::: DATA TO PROCESS :::

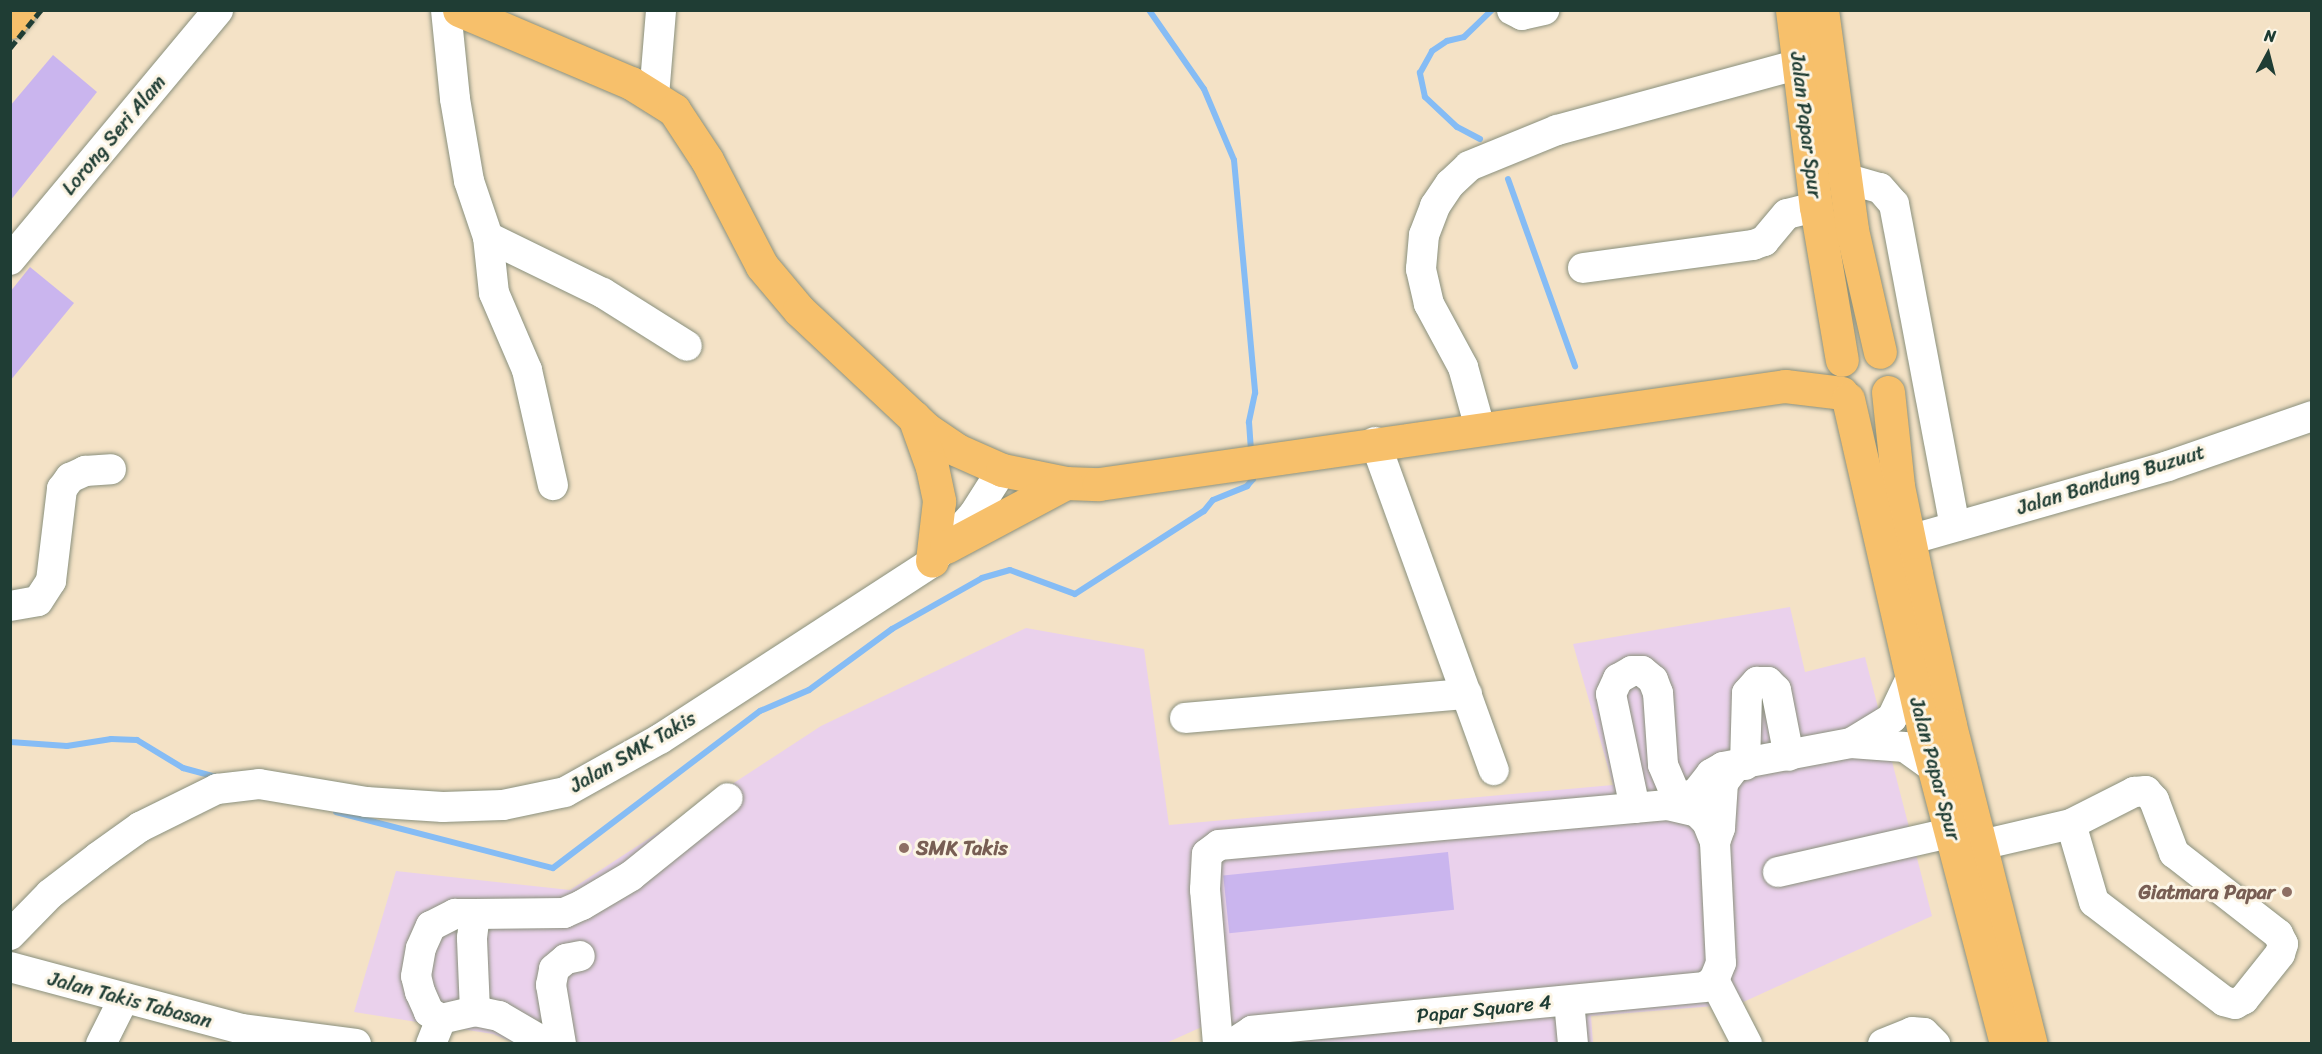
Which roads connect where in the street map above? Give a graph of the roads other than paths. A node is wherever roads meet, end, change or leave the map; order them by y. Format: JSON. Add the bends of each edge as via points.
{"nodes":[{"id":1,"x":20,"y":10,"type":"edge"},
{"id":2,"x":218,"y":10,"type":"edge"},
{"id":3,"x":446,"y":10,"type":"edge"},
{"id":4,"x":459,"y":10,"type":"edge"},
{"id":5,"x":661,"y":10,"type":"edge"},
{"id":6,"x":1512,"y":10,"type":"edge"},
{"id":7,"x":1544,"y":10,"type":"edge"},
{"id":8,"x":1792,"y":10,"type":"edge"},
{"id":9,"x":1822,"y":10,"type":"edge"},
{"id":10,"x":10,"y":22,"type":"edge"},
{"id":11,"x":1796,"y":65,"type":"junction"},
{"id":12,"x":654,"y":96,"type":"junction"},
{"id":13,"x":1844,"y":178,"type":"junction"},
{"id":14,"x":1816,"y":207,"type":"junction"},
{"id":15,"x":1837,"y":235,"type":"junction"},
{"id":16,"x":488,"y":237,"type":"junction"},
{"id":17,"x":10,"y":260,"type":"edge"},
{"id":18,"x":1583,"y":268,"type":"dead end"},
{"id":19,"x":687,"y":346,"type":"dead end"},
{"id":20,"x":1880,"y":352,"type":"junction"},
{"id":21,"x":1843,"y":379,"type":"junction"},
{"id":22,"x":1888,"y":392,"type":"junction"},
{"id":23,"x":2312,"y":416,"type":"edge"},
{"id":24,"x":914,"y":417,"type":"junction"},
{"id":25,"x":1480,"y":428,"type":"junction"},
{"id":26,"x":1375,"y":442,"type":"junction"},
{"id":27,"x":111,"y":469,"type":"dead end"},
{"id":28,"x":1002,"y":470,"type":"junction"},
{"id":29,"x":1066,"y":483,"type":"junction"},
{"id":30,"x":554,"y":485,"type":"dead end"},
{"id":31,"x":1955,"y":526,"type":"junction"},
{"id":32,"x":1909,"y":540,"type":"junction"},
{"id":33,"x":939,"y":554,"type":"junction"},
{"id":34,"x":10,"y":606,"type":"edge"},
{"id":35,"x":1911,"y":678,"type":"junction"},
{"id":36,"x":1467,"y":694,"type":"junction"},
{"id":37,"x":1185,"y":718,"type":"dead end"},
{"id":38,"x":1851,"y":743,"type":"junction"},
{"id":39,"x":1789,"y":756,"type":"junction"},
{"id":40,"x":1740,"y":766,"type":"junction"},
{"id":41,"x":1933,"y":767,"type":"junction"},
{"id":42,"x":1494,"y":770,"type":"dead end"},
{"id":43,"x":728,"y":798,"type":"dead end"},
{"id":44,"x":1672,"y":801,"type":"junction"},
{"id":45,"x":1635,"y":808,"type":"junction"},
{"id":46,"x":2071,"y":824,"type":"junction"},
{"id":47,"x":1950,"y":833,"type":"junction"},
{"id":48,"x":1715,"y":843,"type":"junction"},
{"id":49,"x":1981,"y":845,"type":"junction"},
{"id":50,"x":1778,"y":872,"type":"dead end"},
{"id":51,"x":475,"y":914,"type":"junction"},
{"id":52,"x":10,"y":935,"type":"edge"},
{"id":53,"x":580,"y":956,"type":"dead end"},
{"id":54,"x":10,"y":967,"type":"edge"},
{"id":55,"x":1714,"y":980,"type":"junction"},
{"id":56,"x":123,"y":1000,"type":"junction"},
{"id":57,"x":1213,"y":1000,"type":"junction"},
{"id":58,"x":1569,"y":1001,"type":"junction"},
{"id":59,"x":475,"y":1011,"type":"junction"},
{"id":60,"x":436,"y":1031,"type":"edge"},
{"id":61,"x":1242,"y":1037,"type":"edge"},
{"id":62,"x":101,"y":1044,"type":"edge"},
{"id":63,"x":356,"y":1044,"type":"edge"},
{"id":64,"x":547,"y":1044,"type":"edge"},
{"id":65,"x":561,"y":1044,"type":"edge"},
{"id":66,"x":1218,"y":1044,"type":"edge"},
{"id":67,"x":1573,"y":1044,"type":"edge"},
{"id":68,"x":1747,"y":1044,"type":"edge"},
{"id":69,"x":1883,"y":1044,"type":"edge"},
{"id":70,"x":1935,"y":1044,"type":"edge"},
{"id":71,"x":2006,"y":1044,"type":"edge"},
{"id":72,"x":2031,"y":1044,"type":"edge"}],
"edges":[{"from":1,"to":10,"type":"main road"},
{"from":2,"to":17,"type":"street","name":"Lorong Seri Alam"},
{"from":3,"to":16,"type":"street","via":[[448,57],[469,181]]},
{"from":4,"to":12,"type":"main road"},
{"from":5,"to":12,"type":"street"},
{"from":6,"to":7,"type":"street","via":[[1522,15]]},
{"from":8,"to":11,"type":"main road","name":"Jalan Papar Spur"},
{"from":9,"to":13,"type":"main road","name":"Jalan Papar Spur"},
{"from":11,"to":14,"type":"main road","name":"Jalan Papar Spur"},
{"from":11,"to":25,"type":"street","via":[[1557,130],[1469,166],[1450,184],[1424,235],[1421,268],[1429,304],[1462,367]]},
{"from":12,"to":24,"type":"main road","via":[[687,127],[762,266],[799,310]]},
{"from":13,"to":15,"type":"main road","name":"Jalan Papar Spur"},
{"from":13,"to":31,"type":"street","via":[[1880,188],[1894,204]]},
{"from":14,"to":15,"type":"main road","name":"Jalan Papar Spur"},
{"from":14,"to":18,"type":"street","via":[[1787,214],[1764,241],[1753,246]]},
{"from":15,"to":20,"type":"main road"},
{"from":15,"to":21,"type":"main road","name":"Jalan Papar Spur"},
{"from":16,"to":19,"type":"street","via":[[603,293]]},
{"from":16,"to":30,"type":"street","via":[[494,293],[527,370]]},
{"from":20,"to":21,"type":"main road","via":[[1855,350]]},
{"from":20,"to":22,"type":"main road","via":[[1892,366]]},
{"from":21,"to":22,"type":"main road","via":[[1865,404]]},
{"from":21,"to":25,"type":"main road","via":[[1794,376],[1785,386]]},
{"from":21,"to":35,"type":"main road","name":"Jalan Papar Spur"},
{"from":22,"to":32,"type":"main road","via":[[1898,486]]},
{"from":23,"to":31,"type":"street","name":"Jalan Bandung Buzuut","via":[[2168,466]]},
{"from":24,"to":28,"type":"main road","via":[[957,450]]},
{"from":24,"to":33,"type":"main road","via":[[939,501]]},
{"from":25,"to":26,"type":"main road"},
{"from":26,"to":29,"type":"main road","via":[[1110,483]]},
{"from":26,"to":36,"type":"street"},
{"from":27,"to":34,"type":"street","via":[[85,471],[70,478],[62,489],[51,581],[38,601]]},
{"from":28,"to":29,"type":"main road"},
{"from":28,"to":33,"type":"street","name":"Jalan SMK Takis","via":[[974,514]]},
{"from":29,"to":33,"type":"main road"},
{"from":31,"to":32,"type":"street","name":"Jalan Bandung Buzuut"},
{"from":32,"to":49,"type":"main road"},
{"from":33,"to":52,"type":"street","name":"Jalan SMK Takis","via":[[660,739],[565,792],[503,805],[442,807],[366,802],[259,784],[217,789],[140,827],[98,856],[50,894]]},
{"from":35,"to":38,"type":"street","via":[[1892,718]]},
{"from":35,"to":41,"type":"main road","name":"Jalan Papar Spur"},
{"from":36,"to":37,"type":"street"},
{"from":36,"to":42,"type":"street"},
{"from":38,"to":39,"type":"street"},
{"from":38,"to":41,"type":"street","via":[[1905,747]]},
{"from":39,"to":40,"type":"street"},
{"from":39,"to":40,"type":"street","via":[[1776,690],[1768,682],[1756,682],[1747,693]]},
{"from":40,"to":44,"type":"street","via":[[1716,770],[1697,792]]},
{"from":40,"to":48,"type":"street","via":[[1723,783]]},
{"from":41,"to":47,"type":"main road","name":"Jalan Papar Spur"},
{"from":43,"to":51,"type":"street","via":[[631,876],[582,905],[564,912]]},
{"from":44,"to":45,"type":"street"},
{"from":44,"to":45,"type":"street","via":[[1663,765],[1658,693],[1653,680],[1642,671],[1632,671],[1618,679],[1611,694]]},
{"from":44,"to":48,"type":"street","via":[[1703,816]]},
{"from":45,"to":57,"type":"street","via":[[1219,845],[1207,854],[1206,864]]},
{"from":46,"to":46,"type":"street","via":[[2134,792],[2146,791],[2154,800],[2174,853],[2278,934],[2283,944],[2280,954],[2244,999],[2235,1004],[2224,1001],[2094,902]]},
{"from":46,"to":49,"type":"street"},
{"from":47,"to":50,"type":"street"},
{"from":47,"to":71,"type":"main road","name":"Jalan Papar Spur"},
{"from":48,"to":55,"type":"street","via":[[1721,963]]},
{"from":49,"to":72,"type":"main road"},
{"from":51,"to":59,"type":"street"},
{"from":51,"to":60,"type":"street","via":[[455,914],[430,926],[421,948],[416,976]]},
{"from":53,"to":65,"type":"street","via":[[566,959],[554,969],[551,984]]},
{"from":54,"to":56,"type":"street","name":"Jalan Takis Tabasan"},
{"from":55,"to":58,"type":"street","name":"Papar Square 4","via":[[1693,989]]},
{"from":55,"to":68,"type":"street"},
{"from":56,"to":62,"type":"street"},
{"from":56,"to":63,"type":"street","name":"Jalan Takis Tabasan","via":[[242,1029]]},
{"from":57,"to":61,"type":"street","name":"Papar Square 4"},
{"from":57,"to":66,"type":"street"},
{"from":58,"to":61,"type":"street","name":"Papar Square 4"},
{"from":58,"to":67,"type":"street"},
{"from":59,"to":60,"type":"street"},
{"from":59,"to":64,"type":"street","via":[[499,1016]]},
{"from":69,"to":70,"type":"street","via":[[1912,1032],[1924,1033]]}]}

:::

* **ABOUT THIS EXERCISE**
Please work out how many lines of the listing contain the string "Takis", and answer with the number only.

* **RESULT BELOW**
4